> WORK INSTRUCTION
Below are the records. State how many of their lines contain "Camia", with nothing else.

> ENTRIES SHOWN
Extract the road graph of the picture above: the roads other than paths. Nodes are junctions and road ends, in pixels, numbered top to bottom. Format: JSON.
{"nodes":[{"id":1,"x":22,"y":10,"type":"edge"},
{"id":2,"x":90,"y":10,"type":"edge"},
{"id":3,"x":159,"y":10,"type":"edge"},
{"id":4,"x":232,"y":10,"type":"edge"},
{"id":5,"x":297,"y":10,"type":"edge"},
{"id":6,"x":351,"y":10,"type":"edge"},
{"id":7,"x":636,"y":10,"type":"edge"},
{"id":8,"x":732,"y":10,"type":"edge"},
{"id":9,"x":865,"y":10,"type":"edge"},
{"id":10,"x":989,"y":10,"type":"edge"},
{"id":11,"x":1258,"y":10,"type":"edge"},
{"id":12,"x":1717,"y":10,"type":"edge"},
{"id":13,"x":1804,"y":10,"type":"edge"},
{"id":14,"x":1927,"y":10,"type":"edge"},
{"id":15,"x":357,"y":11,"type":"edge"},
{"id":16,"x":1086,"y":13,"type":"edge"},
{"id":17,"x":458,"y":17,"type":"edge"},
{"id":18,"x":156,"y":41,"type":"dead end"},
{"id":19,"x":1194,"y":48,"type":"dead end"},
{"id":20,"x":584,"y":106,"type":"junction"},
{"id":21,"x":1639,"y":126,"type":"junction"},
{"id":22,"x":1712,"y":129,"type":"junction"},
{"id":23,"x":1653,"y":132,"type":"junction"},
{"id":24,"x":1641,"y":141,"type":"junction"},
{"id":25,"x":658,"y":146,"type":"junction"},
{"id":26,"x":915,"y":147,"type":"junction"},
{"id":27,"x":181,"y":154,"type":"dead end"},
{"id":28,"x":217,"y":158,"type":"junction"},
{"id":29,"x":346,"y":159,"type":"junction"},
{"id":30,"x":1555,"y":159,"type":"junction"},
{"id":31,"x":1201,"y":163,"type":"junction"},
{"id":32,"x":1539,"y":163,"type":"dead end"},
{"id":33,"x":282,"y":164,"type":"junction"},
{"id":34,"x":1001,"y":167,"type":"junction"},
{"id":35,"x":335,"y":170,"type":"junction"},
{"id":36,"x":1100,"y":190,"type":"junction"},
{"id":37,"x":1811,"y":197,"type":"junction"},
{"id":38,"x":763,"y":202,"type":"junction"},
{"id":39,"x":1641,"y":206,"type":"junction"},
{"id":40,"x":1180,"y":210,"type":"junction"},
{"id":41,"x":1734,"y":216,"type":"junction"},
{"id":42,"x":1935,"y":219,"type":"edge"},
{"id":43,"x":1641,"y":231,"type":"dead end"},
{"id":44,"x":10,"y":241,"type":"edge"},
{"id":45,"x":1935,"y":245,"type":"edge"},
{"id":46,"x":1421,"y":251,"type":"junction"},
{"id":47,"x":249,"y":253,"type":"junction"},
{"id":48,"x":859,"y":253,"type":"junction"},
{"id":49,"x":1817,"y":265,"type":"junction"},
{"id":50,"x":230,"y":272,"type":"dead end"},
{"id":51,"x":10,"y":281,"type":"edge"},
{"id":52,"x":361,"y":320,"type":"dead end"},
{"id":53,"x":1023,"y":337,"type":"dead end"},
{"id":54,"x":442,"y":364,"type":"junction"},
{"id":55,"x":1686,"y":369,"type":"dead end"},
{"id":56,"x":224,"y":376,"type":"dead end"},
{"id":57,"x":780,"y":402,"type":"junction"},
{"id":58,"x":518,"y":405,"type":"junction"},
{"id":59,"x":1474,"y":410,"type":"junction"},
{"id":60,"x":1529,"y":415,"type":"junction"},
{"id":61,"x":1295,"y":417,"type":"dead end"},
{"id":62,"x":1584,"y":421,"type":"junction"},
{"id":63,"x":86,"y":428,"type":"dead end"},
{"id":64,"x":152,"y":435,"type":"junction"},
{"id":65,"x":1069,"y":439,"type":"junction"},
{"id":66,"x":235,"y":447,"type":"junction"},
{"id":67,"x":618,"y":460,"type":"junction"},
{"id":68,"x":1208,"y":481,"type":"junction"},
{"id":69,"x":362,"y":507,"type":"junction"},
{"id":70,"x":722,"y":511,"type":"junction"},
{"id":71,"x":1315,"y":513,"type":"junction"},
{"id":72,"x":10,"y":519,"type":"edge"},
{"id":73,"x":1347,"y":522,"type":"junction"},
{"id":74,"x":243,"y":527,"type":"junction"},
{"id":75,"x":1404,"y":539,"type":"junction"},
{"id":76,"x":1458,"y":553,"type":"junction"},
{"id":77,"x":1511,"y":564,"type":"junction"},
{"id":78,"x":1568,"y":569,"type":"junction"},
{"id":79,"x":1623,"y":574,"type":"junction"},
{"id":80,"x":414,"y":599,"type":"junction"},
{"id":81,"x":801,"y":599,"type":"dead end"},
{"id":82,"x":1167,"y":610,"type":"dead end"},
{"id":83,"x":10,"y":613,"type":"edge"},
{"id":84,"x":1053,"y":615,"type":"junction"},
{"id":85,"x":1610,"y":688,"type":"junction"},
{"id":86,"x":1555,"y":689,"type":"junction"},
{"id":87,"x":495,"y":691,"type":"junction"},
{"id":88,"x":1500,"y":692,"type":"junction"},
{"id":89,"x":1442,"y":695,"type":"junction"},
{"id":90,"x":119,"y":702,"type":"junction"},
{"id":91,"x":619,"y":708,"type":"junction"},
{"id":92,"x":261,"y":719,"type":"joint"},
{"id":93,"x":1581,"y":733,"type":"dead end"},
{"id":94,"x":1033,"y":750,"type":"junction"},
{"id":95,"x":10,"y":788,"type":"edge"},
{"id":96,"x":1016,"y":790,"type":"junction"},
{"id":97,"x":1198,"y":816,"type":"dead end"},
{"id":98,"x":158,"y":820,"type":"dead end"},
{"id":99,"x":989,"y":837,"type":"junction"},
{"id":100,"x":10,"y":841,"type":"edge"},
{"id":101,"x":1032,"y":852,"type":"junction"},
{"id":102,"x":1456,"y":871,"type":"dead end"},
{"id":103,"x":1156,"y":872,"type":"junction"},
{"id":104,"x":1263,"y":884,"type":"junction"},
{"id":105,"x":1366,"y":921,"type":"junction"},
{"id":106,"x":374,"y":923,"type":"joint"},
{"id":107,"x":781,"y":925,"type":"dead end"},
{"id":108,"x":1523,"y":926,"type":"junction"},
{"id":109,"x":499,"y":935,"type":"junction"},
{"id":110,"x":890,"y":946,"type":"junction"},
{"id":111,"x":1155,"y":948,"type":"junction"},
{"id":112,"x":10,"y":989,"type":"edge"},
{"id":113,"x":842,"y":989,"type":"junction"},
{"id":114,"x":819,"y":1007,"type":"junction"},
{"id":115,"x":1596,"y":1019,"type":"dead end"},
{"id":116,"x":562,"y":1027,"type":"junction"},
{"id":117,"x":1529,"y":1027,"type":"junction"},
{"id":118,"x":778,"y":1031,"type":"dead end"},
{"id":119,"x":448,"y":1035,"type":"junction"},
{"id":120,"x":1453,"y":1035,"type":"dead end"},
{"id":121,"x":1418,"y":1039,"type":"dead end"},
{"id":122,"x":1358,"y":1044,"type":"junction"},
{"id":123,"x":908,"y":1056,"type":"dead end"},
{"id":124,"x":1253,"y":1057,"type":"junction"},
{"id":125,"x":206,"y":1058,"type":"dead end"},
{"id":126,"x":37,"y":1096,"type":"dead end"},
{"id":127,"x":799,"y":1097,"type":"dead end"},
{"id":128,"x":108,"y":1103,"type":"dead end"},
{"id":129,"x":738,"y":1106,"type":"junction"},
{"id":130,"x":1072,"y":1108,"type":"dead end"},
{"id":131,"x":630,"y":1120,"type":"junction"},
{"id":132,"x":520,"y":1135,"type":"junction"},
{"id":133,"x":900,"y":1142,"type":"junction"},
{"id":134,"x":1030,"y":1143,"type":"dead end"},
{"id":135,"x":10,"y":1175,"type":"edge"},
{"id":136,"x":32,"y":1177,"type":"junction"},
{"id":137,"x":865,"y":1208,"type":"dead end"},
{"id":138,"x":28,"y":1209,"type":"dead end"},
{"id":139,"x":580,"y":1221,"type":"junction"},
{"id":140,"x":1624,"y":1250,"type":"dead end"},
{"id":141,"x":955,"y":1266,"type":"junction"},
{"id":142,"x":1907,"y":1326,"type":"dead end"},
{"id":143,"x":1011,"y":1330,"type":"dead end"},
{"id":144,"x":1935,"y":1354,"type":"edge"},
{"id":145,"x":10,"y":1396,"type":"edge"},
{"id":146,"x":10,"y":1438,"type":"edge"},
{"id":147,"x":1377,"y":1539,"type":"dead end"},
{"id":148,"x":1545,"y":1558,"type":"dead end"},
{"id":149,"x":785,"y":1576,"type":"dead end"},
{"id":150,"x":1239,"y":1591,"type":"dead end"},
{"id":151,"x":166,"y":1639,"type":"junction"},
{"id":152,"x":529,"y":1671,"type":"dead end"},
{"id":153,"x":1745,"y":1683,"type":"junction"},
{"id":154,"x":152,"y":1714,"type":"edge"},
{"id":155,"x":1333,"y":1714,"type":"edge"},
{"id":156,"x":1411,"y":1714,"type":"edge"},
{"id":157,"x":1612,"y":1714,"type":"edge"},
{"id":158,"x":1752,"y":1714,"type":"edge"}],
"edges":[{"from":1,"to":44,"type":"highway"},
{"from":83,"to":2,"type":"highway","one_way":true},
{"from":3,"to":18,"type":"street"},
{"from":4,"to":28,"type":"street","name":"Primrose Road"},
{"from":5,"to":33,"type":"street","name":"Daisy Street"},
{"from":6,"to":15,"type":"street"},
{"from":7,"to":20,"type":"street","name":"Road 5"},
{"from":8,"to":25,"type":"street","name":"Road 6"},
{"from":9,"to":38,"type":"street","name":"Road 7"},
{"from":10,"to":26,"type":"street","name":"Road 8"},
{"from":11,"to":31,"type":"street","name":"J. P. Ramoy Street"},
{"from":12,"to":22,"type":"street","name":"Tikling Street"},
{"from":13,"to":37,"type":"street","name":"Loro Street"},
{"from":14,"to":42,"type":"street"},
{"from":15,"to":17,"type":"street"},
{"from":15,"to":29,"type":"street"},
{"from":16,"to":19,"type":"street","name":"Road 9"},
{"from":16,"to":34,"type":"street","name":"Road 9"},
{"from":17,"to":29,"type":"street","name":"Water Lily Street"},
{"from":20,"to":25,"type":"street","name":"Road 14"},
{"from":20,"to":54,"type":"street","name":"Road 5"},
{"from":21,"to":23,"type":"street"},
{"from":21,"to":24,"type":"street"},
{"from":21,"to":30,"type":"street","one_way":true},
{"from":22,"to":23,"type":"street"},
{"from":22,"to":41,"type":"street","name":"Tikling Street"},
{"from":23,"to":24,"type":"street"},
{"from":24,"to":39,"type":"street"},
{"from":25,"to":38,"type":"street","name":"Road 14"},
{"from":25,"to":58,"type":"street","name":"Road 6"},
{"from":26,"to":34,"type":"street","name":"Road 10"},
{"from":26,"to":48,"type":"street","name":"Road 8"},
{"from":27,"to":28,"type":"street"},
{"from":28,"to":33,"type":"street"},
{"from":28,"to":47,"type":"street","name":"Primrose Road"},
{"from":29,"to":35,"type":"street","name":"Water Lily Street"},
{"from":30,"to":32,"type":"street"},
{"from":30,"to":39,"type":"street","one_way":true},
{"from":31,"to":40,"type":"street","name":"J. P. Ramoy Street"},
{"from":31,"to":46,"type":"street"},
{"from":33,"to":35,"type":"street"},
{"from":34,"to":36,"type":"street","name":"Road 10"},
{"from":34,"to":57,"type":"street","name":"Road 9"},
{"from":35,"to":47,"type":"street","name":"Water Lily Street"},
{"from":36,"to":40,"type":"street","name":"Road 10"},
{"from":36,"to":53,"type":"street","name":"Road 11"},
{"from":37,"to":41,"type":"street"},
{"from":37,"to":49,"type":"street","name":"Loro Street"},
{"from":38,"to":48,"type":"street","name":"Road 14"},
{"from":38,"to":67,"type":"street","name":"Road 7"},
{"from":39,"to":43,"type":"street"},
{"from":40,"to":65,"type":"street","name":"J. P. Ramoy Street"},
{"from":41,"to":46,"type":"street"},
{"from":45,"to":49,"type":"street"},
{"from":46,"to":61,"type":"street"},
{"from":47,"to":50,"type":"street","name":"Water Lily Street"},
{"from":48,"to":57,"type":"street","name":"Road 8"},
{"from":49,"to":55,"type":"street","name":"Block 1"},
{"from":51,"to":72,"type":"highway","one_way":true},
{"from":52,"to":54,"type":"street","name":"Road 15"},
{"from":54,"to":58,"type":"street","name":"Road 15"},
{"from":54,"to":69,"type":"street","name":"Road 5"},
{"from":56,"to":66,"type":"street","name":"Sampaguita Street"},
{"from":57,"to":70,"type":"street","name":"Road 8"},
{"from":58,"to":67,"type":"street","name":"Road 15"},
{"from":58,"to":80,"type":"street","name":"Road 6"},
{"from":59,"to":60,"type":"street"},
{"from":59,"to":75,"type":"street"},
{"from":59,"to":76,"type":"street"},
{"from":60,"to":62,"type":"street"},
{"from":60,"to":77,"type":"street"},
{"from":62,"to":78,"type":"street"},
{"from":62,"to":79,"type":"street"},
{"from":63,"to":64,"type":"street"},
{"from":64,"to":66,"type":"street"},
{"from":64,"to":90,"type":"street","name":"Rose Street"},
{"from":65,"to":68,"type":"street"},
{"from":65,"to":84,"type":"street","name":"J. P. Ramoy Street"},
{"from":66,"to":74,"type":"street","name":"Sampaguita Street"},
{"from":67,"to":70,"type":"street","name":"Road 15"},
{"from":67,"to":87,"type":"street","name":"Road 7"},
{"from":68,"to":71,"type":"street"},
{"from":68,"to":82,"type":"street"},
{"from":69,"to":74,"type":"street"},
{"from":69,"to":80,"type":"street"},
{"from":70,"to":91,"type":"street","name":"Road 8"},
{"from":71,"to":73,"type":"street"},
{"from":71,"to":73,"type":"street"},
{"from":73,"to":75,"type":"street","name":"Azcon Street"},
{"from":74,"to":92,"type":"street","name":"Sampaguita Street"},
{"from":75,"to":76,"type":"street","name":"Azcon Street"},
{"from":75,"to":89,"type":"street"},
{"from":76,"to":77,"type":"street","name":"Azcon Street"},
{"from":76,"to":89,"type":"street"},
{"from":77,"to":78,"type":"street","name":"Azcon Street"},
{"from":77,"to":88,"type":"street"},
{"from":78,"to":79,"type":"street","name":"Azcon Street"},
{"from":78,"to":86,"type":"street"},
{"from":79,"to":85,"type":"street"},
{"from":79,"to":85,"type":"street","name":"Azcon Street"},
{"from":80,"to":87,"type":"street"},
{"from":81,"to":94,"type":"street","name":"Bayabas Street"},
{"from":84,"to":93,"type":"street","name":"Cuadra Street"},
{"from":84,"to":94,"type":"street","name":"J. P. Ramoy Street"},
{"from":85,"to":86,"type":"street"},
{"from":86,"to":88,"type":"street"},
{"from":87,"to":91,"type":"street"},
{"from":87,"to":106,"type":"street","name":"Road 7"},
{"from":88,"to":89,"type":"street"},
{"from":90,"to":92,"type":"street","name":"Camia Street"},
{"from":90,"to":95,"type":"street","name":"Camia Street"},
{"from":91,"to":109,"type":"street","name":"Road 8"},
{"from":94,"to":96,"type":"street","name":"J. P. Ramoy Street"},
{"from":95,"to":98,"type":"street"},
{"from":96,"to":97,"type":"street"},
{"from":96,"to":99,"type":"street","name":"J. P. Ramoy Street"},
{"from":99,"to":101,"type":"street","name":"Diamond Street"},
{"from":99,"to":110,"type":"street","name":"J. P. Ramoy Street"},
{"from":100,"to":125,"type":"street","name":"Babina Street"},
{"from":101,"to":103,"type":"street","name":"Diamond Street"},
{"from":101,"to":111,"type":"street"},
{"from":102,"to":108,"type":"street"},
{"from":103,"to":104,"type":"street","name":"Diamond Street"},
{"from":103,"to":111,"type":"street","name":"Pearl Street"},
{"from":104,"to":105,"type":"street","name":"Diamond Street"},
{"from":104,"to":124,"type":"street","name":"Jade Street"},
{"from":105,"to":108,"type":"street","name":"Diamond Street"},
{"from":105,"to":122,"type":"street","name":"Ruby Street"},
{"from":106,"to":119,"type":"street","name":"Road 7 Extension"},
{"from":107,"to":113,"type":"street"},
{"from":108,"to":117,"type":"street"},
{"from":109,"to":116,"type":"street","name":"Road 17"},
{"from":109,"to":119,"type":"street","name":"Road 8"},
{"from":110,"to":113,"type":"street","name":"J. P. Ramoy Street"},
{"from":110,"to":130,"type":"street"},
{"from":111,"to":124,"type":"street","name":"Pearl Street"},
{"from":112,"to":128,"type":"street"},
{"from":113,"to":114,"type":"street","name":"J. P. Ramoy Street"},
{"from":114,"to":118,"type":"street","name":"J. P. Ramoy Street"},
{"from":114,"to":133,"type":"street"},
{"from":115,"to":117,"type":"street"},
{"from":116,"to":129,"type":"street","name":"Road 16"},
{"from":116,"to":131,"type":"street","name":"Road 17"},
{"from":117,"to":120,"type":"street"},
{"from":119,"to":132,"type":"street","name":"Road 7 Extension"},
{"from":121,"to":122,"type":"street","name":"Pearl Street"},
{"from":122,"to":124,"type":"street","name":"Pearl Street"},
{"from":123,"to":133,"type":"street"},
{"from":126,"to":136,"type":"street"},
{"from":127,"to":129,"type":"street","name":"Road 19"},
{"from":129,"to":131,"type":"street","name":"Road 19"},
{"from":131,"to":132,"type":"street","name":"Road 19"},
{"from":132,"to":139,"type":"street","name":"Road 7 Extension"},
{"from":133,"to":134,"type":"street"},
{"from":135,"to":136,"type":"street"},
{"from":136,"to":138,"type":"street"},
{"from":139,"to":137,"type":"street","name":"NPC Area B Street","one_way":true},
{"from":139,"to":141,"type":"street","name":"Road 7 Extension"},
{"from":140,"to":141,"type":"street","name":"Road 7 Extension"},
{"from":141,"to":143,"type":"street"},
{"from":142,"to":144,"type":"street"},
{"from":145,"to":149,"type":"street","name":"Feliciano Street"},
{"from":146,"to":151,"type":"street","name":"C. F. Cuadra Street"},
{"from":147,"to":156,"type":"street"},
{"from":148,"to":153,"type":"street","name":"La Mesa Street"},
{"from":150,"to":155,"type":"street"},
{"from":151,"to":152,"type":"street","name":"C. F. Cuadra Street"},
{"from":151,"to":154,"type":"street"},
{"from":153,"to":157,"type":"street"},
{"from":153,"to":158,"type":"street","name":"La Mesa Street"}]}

> EXPECTED ANSWER
2